> **THE PROBLEM**
Return the lines below that carry the word "edges".

*** MATERIAL FOR THIS TASK ***

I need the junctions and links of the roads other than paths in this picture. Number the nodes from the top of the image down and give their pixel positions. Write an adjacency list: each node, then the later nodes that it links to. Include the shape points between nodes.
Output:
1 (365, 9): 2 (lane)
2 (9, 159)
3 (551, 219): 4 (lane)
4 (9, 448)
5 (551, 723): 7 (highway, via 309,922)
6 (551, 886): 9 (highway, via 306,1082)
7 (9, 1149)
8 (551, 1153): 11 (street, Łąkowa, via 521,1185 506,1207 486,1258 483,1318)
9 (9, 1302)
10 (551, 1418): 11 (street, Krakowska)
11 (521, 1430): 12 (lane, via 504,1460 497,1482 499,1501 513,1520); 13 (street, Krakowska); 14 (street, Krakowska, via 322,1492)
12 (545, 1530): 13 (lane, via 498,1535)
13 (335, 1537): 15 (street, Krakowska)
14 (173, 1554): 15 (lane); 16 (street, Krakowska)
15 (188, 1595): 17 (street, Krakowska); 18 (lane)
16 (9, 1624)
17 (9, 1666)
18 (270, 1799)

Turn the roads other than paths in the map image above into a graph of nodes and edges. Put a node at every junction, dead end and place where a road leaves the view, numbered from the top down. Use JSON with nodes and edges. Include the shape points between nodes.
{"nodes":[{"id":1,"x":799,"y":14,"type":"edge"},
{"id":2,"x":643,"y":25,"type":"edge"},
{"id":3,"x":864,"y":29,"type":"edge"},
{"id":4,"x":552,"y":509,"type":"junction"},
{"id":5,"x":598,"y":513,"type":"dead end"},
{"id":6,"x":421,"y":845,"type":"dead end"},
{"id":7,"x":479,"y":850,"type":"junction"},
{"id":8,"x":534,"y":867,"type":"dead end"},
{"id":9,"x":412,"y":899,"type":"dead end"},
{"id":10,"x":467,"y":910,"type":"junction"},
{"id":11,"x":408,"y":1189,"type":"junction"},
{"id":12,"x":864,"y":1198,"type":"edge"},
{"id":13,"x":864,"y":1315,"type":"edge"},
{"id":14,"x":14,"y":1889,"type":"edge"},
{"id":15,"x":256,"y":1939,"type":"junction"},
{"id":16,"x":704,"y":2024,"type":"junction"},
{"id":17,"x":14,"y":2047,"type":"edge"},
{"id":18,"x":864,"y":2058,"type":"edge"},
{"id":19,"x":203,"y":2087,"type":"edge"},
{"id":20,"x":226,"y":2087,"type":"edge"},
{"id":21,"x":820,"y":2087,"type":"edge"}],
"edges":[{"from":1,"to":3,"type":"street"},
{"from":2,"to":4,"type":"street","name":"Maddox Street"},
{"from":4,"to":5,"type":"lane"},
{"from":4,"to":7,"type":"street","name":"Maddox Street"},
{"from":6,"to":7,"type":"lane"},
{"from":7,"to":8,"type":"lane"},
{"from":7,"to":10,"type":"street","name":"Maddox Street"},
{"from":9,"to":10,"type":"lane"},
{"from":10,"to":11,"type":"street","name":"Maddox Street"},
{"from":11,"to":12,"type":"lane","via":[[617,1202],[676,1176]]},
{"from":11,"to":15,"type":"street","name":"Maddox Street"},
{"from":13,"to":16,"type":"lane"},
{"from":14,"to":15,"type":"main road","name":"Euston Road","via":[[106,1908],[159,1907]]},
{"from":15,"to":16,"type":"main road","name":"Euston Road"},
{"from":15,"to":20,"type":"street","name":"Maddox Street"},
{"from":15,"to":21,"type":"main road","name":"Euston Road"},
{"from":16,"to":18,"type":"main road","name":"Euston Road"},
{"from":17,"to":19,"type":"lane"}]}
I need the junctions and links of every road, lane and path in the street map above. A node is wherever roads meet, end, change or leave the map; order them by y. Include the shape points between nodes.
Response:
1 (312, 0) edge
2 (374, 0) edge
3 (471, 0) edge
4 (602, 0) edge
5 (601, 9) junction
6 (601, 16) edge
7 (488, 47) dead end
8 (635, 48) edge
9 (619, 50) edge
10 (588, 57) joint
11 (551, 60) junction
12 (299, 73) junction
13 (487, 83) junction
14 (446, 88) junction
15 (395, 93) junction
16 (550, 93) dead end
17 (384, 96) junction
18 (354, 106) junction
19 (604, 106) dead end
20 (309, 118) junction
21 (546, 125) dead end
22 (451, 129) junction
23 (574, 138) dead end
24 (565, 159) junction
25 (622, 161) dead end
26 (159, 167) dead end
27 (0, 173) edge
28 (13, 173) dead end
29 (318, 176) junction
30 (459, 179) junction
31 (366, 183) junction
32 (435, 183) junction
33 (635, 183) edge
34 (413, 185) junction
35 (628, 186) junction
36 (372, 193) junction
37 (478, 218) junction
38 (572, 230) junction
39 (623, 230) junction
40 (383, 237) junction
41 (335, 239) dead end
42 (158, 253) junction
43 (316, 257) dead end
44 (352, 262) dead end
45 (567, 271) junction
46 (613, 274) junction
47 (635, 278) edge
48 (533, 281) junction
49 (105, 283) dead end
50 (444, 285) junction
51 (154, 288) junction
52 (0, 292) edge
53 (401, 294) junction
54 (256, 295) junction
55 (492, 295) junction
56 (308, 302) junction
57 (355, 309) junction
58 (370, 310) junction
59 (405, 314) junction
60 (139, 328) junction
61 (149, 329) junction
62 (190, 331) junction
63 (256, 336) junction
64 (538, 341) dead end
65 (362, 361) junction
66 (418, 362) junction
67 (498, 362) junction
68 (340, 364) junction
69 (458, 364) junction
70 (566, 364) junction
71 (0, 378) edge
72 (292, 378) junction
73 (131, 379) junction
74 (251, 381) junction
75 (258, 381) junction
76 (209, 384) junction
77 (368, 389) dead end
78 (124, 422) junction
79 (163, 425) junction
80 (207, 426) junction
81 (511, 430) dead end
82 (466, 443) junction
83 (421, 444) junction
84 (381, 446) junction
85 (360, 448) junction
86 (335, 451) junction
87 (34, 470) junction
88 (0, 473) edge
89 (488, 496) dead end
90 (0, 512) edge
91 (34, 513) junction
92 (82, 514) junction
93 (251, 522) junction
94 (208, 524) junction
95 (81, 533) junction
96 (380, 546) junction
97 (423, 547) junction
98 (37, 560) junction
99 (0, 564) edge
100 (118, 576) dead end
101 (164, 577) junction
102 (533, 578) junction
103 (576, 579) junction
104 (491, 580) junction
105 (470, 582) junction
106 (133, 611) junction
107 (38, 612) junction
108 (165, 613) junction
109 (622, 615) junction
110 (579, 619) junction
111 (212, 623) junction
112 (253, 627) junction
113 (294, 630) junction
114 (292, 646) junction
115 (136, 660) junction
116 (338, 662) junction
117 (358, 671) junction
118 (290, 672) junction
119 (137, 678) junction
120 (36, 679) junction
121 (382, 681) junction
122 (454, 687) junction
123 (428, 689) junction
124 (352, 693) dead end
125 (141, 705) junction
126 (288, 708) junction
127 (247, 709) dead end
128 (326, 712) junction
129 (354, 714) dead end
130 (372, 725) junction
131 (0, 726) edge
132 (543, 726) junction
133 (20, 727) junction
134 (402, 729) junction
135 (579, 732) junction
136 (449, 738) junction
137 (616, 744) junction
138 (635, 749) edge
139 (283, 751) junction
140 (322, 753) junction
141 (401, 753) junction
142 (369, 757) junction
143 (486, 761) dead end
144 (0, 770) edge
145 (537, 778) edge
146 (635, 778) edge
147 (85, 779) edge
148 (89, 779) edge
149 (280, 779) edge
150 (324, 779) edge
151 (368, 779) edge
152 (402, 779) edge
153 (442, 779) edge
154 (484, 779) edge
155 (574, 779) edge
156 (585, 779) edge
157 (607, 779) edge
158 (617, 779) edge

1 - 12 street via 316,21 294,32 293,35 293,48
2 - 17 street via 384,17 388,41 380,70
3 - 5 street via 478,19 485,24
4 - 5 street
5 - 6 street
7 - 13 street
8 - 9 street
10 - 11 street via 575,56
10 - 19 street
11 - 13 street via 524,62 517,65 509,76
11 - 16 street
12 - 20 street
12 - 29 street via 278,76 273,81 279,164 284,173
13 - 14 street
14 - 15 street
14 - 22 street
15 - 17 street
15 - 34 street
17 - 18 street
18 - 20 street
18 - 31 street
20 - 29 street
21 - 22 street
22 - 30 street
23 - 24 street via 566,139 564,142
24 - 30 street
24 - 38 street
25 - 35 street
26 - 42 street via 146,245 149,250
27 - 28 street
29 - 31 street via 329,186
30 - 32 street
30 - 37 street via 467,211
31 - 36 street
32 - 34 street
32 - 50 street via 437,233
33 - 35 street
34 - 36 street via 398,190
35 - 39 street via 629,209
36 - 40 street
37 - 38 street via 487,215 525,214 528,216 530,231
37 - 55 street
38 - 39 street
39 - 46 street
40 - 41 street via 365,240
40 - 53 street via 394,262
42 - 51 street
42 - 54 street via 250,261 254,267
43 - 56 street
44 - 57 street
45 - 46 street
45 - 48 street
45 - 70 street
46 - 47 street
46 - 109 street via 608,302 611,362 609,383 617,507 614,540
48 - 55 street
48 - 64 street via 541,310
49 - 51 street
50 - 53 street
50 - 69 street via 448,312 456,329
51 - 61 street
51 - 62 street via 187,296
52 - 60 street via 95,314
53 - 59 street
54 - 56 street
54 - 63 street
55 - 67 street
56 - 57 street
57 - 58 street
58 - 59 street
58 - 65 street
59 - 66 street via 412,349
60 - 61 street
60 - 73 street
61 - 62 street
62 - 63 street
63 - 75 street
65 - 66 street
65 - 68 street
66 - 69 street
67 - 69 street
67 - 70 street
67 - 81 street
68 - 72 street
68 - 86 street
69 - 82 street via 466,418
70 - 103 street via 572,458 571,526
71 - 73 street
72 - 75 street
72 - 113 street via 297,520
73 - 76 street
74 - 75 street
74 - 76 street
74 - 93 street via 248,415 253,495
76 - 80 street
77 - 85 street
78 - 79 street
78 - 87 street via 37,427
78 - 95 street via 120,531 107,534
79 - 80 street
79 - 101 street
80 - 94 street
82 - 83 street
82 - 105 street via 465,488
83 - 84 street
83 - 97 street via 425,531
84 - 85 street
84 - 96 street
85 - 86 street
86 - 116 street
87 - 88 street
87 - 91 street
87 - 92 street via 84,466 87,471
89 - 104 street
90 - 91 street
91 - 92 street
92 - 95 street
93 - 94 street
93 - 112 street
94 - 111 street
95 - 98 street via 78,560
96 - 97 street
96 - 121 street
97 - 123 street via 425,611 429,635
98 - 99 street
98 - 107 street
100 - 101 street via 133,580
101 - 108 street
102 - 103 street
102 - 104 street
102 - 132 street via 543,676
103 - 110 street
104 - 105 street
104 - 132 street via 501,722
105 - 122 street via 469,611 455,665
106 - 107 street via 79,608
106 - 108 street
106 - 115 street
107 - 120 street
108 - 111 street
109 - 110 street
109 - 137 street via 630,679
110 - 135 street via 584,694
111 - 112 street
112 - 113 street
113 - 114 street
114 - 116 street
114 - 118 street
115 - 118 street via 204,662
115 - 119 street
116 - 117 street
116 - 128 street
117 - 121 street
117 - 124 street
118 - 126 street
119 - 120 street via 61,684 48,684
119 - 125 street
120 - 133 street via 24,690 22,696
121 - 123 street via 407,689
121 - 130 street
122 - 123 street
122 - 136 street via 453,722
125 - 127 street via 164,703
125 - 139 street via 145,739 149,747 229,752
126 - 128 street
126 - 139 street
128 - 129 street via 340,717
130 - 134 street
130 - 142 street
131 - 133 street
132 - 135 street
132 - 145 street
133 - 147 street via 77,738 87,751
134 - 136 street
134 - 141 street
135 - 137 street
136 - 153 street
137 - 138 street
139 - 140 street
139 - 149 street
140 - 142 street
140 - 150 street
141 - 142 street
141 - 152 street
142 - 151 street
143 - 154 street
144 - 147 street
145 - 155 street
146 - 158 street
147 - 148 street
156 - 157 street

*** End of MATERIAL FOR THIS TASK ***

> **SOLUTION BELOW**
Turn the roads other than paths in the map image above into a graph of nodes and edges. Put a node at every junction, dead end and place where a road leaves the view, numbered from the top down. Use JSON with nodes and edges. Include the shape points between nodes.
"edges":[{"from":1,"to":3,"type":"street"},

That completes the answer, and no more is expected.